If a line in the entries includes "Calderón", show that line.

EXERCISE INPUT: Begin

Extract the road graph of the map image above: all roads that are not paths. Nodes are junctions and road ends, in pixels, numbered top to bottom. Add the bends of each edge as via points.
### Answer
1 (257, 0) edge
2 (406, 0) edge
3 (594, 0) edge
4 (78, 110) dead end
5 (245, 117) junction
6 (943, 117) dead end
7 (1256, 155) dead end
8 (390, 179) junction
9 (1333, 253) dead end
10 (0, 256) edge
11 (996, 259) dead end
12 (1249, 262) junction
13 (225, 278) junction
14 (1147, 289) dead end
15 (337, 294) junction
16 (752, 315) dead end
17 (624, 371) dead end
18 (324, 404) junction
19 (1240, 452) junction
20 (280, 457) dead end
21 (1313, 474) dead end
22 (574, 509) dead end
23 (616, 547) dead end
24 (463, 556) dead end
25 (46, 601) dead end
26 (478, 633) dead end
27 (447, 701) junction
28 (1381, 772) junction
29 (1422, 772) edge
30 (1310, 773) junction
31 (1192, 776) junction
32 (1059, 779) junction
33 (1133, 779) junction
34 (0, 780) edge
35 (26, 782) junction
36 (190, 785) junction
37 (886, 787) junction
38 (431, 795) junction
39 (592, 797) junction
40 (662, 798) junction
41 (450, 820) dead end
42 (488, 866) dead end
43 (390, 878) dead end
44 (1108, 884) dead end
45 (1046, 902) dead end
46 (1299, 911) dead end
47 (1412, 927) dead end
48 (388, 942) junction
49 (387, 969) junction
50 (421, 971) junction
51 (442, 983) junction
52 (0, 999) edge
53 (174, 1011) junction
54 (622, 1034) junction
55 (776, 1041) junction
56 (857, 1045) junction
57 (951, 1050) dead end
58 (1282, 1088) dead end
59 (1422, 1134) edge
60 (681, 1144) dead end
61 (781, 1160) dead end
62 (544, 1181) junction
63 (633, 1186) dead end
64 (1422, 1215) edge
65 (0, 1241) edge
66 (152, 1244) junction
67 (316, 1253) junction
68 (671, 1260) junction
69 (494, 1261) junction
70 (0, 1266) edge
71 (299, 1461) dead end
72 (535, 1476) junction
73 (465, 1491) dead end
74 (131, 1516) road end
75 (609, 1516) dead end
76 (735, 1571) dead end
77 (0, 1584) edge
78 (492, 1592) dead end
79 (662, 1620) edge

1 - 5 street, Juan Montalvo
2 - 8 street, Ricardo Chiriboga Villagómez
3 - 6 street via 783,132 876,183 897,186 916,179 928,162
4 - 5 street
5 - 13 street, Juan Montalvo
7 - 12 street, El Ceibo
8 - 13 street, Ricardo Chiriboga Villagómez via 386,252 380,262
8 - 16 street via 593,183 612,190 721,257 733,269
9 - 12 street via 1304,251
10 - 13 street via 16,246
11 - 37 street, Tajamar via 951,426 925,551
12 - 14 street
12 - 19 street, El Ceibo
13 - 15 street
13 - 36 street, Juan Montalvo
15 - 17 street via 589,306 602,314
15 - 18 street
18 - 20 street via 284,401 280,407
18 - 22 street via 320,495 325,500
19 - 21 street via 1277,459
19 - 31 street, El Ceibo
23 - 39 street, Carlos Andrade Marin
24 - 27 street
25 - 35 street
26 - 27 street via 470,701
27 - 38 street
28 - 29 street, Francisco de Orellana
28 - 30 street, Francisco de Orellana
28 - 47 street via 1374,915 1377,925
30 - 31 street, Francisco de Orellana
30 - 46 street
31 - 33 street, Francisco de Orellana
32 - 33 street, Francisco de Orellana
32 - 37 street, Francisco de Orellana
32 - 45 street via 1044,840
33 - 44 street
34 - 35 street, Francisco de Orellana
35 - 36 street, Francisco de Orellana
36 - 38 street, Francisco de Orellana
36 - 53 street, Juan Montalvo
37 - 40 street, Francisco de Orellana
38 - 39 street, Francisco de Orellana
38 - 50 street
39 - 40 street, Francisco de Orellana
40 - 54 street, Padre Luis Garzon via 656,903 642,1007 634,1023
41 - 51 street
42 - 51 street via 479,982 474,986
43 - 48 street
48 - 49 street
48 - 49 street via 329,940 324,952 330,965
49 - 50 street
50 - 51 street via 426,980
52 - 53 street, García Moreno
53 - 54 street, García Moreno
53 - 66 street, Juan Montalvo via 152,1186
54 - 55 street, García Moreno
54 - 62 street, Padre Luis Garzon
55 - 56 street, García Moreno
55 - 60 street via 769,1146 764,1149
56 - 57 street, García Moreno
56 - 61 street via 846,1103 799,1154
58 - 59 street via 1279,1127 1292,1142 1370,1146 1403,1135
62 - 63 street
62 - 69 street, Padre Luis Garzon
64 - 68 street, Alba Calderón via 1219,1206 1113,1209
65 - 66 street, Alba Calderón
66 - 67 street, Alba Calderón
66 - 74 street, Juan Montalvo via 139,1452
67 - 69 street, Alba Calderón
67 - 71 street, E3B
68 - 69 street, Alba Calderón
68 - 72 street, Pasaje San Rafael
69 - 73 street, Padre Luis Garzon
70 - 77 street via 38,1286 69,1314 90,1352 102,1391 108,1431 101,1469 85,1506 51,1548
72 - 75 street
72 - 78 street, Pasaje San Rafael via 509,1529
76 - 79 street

EXERCISE INPUT: End
EXERCISE INPUT: Begin

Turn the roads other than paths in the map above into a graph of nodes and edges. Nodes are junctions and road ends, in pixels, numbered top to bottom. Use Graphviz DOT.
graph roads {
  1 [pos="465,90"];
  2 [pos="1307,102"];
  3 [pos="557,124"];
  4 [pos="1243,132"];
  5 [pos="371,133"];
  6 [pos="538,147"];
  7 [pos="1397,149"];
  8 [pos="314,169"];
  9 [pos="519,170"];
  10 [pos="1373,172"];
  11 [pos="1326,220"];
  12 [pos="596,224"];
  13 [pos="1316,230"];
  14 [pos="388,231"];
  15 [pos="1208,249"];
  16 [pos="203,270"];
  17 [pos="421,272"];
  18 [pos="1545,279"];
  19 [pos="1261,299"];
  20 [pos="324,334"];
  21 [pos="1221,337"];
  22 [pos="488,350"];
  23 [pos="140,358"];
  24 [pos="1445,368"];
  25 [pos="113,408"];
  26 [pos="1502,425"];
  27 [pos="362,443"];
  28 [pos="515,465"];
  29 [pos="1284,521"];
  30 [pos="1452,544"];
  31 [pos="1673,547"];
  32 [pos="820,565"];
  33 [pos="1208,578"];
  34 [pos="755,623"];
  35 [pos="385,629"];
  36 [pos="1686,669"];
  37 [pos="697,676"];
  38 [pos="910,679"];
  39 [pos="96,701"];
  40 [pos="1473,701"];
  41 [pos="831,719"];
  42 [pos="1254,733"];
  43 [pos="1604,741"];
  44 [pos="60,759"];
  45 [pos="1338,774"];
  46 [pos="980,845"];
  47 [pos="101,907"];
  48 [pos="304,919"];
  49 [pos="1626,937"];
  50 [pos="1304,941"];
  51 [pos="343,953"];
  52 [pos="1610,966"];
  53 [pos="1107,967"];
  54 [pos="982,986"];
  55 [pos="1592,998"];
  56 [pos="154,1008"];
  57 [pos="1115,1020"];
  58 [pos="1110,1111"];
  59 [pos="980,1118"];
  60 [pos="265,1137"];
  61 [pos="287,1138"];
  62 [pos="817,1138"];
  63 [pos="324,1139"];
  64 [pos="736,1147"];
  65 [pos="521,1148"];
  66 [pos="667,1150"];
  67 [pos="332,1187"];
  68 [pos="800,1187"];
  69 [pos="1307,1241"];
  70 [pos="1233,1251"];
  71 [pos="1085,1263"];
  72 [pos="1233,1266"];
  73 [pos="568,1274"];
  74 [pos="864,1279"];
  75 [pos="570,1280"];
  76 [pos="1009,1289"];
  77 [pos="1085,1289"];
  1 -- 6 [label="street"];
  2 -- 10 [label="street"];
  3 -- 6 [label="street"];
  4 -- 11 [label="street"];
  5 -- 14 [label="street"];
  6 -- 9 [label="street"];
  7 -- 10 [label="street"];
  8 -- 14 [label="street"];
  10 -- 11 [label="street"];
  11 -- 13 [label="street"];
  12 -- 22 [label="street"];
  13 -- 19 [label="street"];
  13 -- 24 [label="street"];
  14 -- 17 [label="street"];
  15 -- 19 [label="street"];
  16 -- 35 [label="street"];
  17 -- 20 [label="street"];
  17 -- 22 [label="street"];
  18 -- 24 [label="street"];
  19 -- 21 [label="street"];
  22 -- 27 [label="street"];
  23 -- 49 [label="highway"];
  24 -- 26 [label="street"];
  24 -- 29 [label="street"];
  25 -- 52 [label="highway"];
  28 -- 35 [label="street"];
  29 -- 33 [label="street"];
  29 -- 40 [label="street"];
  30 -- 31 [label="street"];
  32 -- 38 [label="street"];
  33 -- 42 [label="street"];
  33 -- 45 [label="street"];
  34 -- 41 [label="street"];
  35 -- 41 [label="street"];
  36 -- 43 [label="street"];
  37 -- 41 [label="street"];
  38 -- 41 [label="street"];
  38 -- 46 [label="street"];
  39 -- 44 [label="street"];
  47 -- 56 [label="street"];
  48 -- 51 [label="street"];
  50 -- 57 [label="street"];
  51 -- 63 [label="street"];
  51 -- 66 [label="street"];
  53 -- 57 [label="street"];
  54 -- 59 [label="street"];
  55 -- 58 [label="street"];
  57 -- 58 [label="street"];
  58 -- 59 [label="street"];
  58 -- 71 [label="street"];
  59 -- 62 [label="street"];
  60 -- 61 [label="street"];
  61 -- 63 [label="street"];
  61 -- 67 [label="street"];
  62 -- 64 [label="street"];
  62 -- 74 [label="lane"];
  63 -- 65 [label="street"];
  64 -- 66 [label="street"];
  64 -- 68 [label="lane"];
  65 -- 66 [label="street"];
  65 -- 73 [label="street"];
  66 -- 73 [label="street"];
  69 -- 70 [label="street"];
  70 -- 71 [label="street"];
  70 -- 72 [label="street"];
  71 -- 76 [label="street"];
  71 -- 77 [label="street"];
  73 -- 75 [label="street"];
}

EXERCISE INPUT: End

FINISHED EXERCISE »
64 - 68 street, Alba Calderón via 1219,1206 1113,1209
65 - 66 street, Alba Calderón
66 - 67 street, Alba Calderón
67 - 69 street, Alba Calderón
68 - 69 street, Alba Calderón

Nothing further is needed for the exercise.